CrossFit – Tue, Oct 24

CrossFit XLT – CrossFit

Warm Up Min 0-12 (No Measure)

3 Rounds

15 Air Squats

10 Hollow Rocks

10 Superman

5 Kip Swings + 5 Pull Ups

Get Fit Min 20-35 (Time)

For Time

600m Run

15 Chest to Bar

30 Wall Balls 20/14

400m Run

12 Chest to Bar

24 Wall Balls 20/14

200m Run

9 Chest to Bar

18 Wall Balls 20/14

**15 Min Cap**

-Find your pace! Runs should be just beyond a conversational pace. You should be able to get right to work on the CTB after the Run. Wall Balls should be 1-2 smooth sets each round.

WELLNESS WOD (Time)

For Time

400m Run

15 Pull Ups (any variation)

21 Wall Balls (any weight)

300m Run

12 Pull Ups

15 Wall Balls

200m Run

9 Pull Ups

9 Wall Balls

Get Strong Min 43-56 (Weight)

Back Squat

In 13:00 Establish a Heavy Double

-More important than heavy weights is consistency in range of motion. As the weight gets heavier you cannot shorten your squat depth. Hit sets that keep you feeling good throughout.

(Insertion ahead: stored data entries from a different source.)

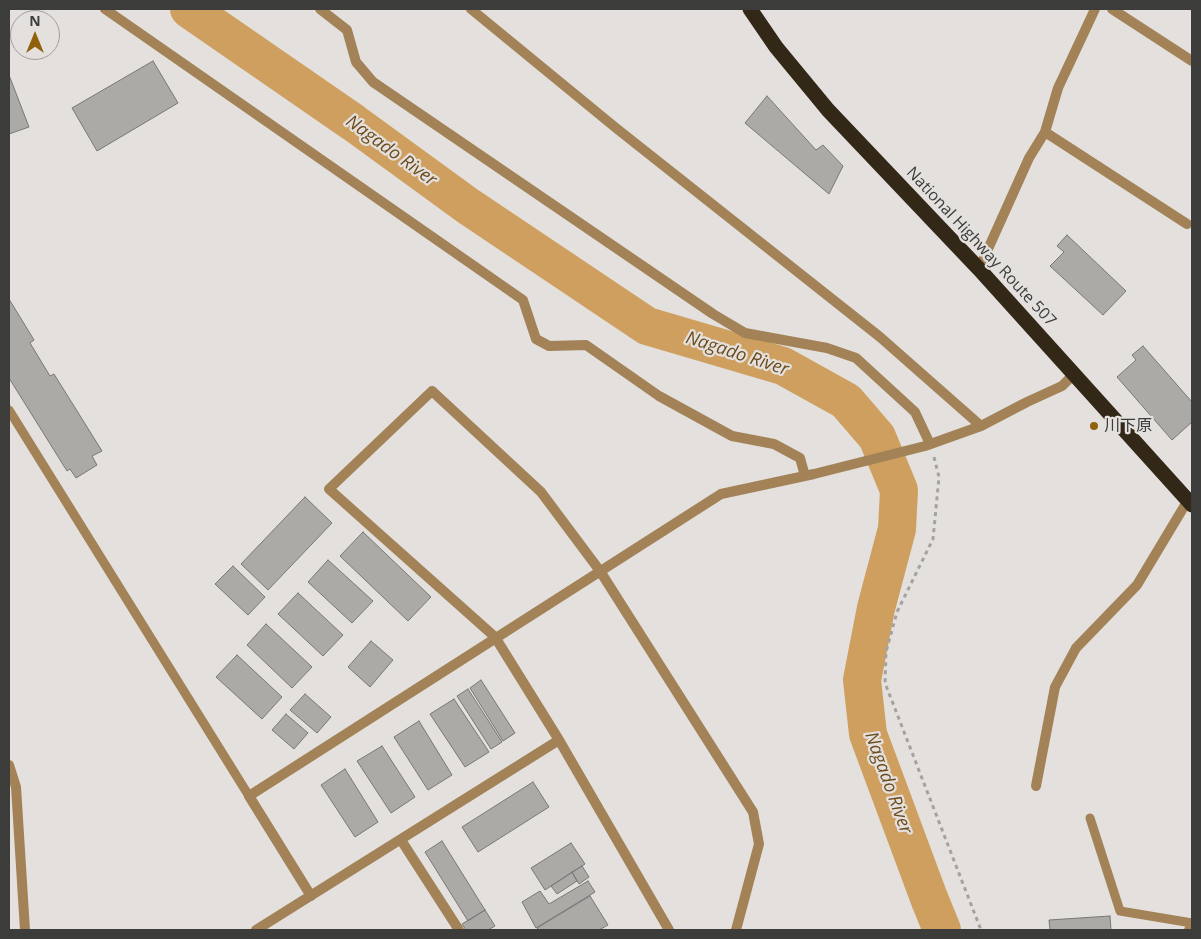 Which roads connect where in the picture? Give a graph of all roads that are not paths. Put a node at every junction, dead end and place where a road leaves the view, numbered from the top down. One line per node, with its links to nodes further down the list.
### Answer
1 (105, 9): 15 (street)
2 (320, 9): 14 (street)
3 (471, 9): 13 (street)
4 (750, 9): 10 (highway, National Highway Route 507)
5 (1095, 9): 8 (street)
6 (1112, 9): 7 (street)
7 (1192, 61)
8 (1045, 132): 9 (street); 10 (street)
9 (1187, 224)
10 (979, 269): 11 (highway, National Highway Route 507)
11 (1074, 374): 13 (street); 16 (highway, National Highway Route 507)
12 (9, 410): 22 (lane)
13 (981, 426): 14 (street)
14 (928, 445): 15 (street)
15 (809, 475): 17 (street)
16 (1190, 502): 21 (street)
17 (600, 571): 18 (street); 18 (street); 32 (street)
18 (495, 637): 19 (street); 22 (street)
19 (559, 740): 24 (street); 31 (street)
20 (9, 765): 28 (street)
21 (1036, 786)
22 (249, 796): 25 (street)
23 (1090, 818): 26 (lane)
24 (401, 840): 25 (street); 30 (street)
25 (311, 896): 29 (street)
26 (1192, 923)
27 (1192, 927): 33 (street)
28 (25, 930)
29 (256, 930)
30 (459, 930)
31 (669, 930)
32 (736, 930)
33 (1189, 930) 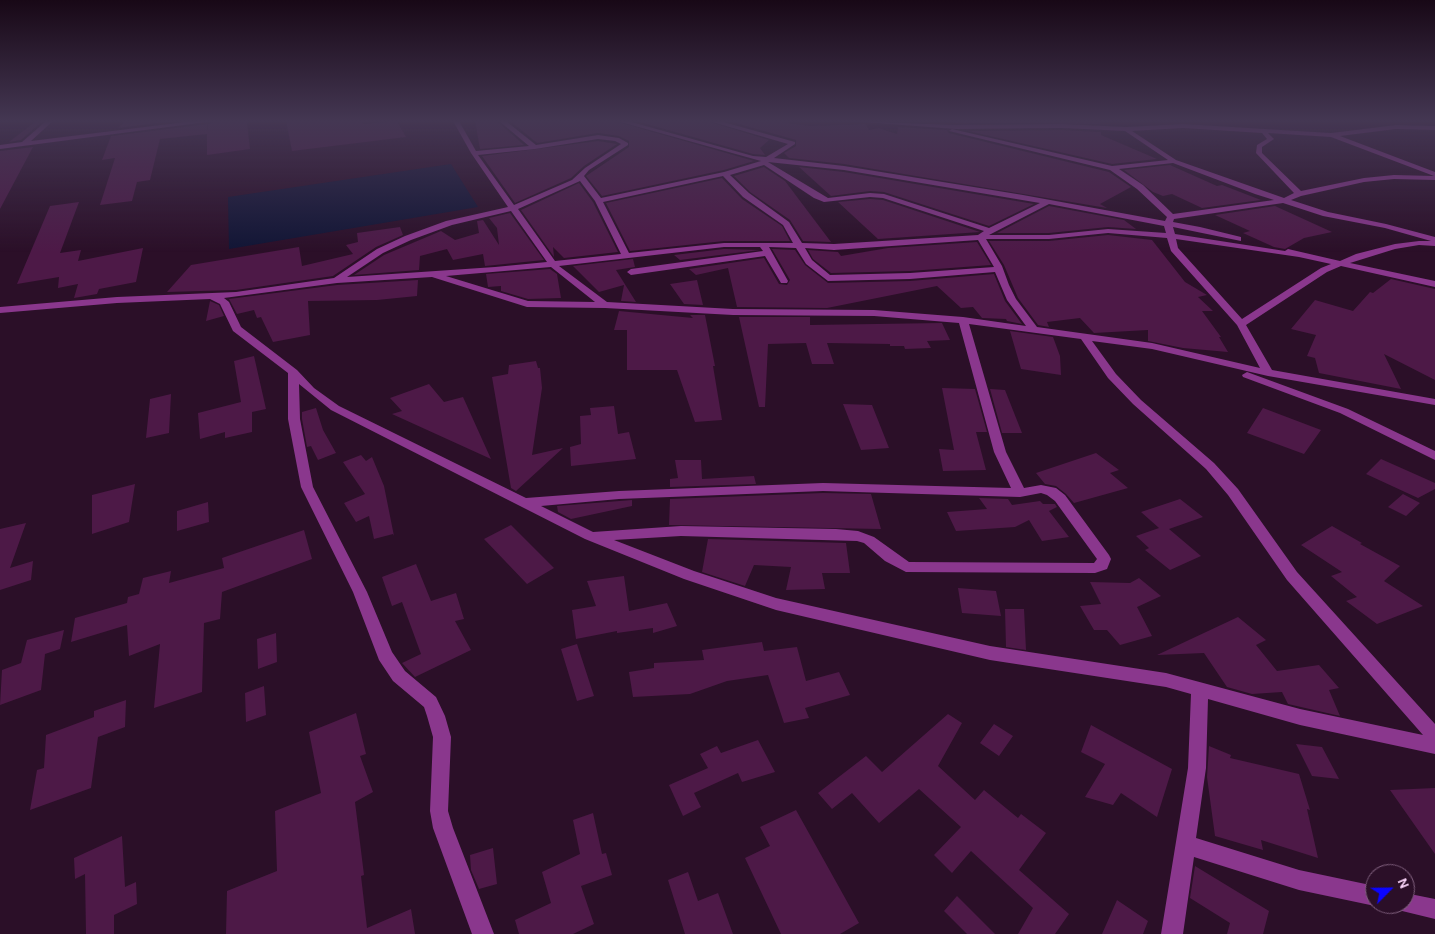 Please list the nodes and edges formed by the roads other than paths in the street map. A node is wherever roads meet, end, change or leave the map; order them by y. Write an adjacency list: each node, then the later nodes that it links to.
1 (482, 165): 19 (street)
2 (594, 165): 13 (street)
3 (757, 165): 12 (street)
4 (771, 165): 21 (street)
5 (806, 165): 18 (street)
6 (1098, 165): 11 (street)
7 (1142, 165): 11 (street)
8 (1184, 165): 16 (street)
9 (1271, 165): 15 (street)
10 (1405, 165): 14 (street)
11 (1112, 168): 20 (street)
12 (725, 174): 17 (street); 27 (street)
13 (581, 177): 17 (street); 19 (street)
14 (1435, 177): 15 (street)
15 (1299, 194): 16 (street)
16 (1286, 200): 20 (street); 24 (street)
17 (599, 201): 30 (street)
18 (1048, 202): 20 (street); 21 (street)
19 (513, 208): 31 (street); 36 (street)
20 (1170, 220): 22 (street); 29 (street)
21 (989, 230): 23 (street)
22 (1170, 236): 23 (street); 29 (street); 43 (street)
23 (980, 237): 27 (street); 33 (street)
24 (1435, 240)
25 (762, 244): 27 (street); 28 (street); 30 (street)
26 (1435, 244): 32 (street)
27 (801, 246): 33 (street)
28 (768, 253): 34 (street); 37 (street)
29 (1296, 255): 32 (street)
30 (626, 256): 31 (street)
31 (551, 263): 35 (street); 40 (street)
32 (1341, 264): 38 (street); 43 (street)
33 (998, 269): 44 (street)
34 (630, 272)
35 (430, 273): 36 (street); 40 (street)
36 (337, 280): 39 (street)
37 (784, 281)
38 (1435, 284)
39 (212, 296): 41 (street); 47 (street)
40 (605, 305): 42 (street)
41 (0, 310)
42 (963, 320): 44 (street); 51 (street)
43 (1241, 324): 48 (street)
44 (1034, 330): 45 (street)
45 (1084, 338): 46 (street); 55 (street)
46 (1194, 355): 48 (street); 50 (street)
47 (293, 372): 52 (street); 61 (street)
48 (1268, 373): 49 (street)
49 (1435, 402)
50 (1435, 456)
51 (1020, 493): 52 (street); 53 (street)
52 (526, 503): 53 (street)
53 (590, 536): 54 (street)
54 (1200, 689): 56 (street); 57 (street)
55 (1435, 736)
56 (1435, 746)
57 (1185, 844): 58 (street); 62 (street)
58 (1365, 894)
59 (1415, 905): 60 (street)
60 (1435, 909)
61 (483, 934)
62 (1172, 934) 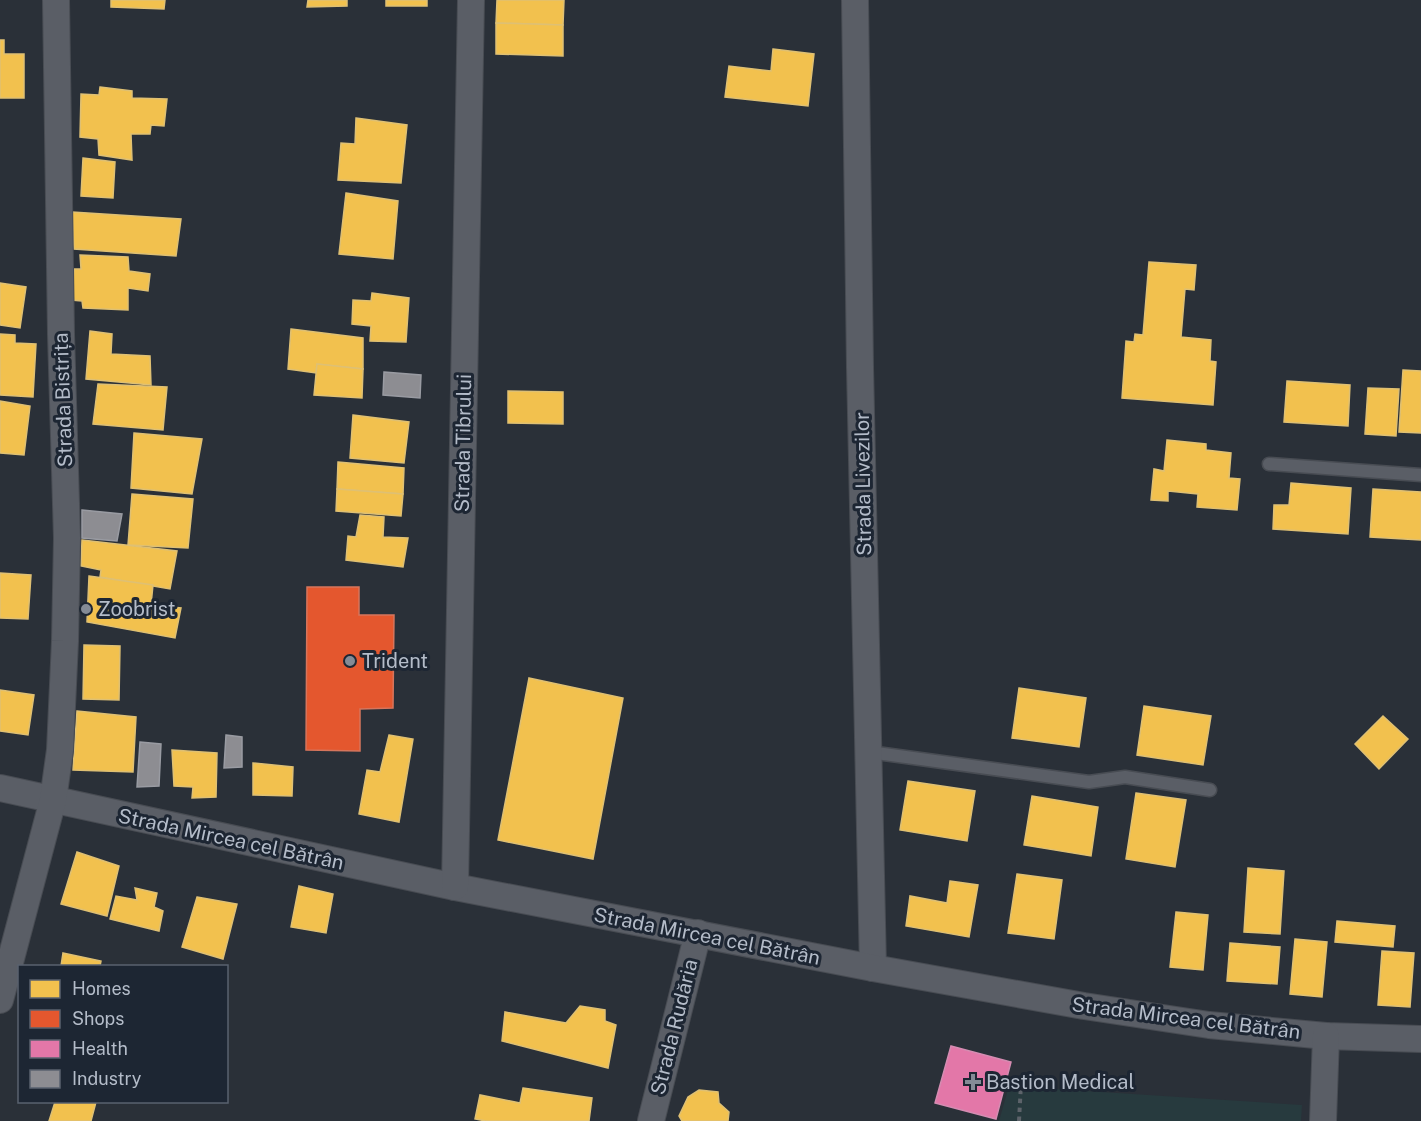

Competitor Extra (No Measure)

EMOM 12

4-8 GHRs

8-12 Good Morning (light-ish)

Alternate movement OTM

-This is all posterior chain focused. Use a band or bbox assist on the GHRs if needed, especially in the first few sets. Good mornings should be light and consistent throughout.